O Centro de Artes do Carnaval

Retomando a linha cronológica: a ideia de um «Museu do Carnaval» estava já consignada no Plano Estratégico da Cidade – 1994 (PEC). O problema é que o PEC no seu horizonte temporal se encontra já desactualizado não tendo sido entretanto revisto e já lá vão quinze anos. Aliás nenhuma das acções propostas para o sector cultural foi executada, porquê agora o Museu do Carnaval?

Quem aceitaria hoje o lema inscrito no PEC que nos remete para uma “Torres Vedras cidade da alegria e da boa disposição”? Para além de ser difícil confirmar esta proposição no quotidiano actual da cidade e por diversas razões, o exercício faz parte de um pensamento já obsoleto, porque visa a criação de cidades monotemáticas: cidade das artes, cidade da alegria, cidade do humor, etc. Desde 1994, o próprio Carnaval em si mesmo veio paulatinamente sofrendo alterações e é hoje muito mais um produto turístico e mediático, do que propriamente uma apropriação da cultura popular, se é que alguma vez o foi.

Este processo de objectitificação da cultura e da memória colectivas, isto é a transformação da cultura em mercadoria de consumo imediato (equiparável portanto à famosa Chiclete), coincide com políticas (despolitizadas) instruídas no sentido de desviar as comunidades, os grupos, ou os indivíduos dos efeitos emancipatórios das práticas carnavalescas ancoradas numa imagem do mundo ao avesso – onde, entre outros aspectos, o rei do entrudo toma o lugar do presidente da câmara eleito, e durante alguns dias deixam os cidadãos de estar simbolicamente sujeitos à lei oficial, abrindo assim uma brecha temporal subversiva face ao poder político local.

Mais concretamente, o que aconteceu e continua a acontecer (veja-se o episódio ridiculamente estranho e lúgubre do “caso magalhães” no último Carnaval) é a valorização e a procura de uma visibilidade externa a todo o custo e encenada, em detrimento de um protagonismo sustentável e de uma activação endógena (e não mera instrumentalização) dos diversos actores sociais e em especial das organizações colectivas.

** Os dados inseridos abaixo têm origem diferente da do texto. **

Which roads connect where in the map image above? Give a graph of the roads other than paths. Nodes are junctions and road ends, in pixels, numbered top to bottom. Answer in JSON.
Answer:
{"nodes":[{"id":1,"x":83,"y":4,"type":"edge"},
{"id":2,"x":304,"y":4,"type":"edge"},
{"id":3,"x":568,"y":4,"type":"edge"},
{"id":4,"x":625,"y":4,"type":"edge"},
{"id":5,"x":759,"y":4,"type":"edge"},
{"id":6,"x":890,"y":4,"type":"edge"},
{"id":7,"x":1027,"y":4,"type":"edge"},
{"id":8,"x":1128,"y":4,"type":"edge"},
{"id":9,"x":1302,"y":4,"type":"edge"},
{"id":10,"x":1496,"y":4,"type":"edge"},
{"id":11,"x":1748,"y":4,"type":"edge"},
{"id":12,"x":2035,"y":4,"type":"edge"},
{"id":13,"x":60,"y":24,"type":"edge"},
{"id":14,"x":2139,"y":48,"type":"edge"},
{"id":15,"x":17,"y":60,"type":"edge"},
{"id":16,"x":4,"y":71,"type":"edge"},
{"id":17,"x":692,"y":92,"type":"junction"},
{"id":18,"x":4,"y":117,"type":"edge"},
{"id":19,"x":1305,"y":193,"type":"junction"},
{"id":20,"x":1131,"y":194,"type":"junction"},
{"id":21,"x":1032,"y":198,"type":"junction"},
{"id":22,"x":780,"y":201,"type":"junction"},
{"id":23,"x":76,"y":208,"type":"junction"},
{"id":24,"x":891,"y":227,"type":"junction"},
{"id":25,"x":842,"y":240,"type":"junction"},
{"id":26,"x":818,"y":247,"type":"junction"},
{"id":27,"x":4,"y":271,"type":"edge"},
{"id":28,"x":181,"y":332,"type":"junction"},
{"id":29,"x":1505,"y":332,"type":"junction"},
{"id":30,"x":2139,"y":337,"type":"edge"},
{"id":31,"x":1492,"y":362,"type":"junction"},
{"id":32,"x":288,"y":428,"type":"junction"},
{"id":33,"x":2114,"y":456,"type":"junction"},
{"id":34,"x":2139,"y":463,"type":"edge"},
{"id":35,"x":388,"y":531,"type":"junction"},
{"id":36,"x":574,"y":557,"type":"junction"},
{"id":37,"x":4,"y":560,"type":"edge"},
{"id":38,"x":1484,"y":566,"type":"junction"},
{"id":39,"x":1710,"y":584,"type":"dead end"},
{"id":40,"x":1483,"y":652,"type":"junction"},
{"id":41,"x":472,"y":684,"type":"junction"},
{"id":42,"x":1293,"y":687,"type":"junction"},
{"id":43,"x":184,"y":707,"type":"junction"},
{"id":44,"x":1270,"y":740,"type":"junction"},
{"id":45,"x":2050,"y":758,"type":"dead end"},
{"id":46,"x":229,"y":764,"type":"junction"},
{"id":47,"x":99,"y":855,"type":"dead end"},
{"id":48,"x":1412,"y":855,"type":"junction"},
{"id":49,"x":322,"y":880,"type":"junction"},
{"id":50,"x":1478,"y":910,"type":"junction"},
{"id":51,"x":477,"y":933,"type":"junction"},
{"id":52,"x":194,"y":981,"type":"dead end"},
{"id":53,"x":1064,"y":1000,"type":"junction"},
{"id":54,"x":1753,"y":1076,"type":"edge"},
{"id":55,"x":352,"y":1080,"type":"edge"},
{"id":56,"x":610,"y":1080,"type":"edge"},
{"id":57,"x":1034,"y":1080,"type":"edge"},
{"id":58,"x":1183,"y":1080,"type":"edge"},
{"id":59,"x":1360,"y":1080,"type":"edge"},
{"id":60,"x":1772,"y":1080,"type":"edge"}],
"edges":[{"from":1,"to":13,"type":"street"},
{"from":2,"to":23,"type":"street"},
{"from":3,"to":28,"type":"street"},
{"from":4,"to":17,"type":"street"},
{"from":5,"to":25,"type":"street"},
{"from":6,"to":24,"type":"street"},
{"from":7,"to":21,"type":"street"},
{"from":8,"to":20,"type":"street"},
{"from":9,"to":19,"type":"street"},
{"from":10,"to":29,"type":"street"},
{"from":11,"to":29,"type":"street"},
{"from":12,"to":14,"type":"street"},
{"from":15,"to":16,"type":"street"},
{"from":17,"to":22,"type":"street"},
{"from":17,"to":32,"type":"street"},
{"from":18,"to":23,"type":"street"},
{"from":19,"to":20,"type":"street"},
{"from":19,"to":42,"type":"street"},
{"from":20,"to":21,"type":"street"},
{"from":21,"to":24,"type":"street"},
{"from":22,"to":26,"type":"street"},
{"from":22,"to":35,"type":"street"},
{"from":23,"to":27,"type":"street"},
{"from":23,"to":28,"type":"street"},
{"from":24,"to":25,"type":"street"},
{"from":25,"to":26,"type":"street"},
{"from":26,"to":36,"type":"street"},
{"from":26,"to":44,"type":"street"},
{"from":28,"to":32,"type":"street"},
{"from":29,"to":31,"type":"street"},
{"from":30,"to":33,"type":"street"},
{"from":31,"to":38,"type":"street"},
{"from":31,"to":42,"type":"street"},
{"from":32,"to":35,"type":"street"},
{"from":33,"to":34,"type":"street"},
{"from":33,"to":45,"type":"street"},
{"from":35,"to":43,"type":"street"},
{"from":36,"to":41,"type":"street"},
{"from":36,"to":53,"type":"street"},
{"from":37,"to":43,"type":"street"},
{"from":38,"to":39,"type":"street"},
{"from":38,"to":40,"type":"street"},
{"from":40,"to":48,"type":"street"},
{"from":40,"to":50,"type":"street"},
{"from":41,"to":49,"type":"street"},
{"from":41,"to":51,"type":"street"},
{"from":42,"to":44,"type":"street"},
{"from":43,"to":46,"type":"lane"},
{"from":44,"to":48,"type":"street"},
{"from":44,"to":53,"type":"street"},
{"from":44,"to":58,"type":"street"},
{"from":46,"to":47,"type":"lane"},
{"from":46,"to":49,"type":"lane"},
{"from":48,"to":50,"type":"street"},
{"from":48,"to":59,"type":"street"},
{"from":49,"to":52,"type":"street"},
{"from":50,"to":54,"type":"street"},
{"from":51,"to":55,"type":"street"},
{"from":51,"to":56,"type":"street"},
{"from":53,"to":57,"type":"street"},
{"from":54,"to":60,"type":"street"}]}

Não será urgente e primordial reflectir-mos primeiro sobre o Carnaval que temos e o que queremos? Porque não criar no Museu Municipal Leonel Trindade um núcleo sobre o Carnaval, em vez de criar um novo equipamento dedicado exclusivamente a um evento turístico-mediático?

O que está em causa na requalificação do antigo Matadouro e da sua transformação em Centro de Artes do Carnaval, integrado no âmbito do programa POLIS, é haver uma decisão política condicionada por um documento fora de prazo (PEC,1994). Deste modo, estamos a construir um futuro que nasce contaminado pela falta de actualização de um projecto de cidade, designadamente quanto à sua dimensão cultural e simbólica. Qual a pertinência de um Centro de Artes do Carnaval? Quem estará interessado a criar ou a expressar-se artisticamente sob os auspícios de um carnaval hegemónico, mercantilizado, controlado pelas rédeas de “turismo cultural” (da geração de receitas directas e induzidas através dos efeitos multiplicadores sobre outros sectores económicos ? ). Os inocentes alunos das escolas que serão obrigados vezes sem conta a carnavalizar-se (ainda mais) desde crianças, numa lógica de dominação simbólica, de reprodução cultural e colonização mental de um evento espúrio ? Qual o significado global de tudo isto se não houver rapidamente uma re-apropriação popular e heterodoxa do Carnaval?

Outra hipótese: e se a proposta para o matadouro fosse um outro tipo de equipamento, com uma ênfase laboratorial que permitisse o desenvolvimento da fileira das artes tecnológicas, da formação científica e da experimentação em novas tecnologias? Conjugando arte, ciência e tecnologia, ao mesmo tempo que se abria um novo horizonte de expectativas de futuro para os mais jovens. Um projecto que tivesse a ver com sangue novo, com sangue na guelra -até por razões simbólicas e pela memória do uso anterior- que celebre a criatividade humana na sua plenitude cultural e social, um local de fusão com uma forte politica de inclusão social, dedicando-se por isso a incluir os jovens “problemáticos”. Deste modo, o ponto de partida seria um diagnóstico concreto (ainda que subjectivo/pessoal): o da existência de um potencial criativo latente (artístico, cientifico e tecnológico) e da necessidade de fornecer meios e recursos que catalisam e aproveitem o talento das pessoas e da juventude em particular; bem como da presença de um público potencial ávido de propostas artísticas e de experiências sensoriais dignas do Séc. XXI.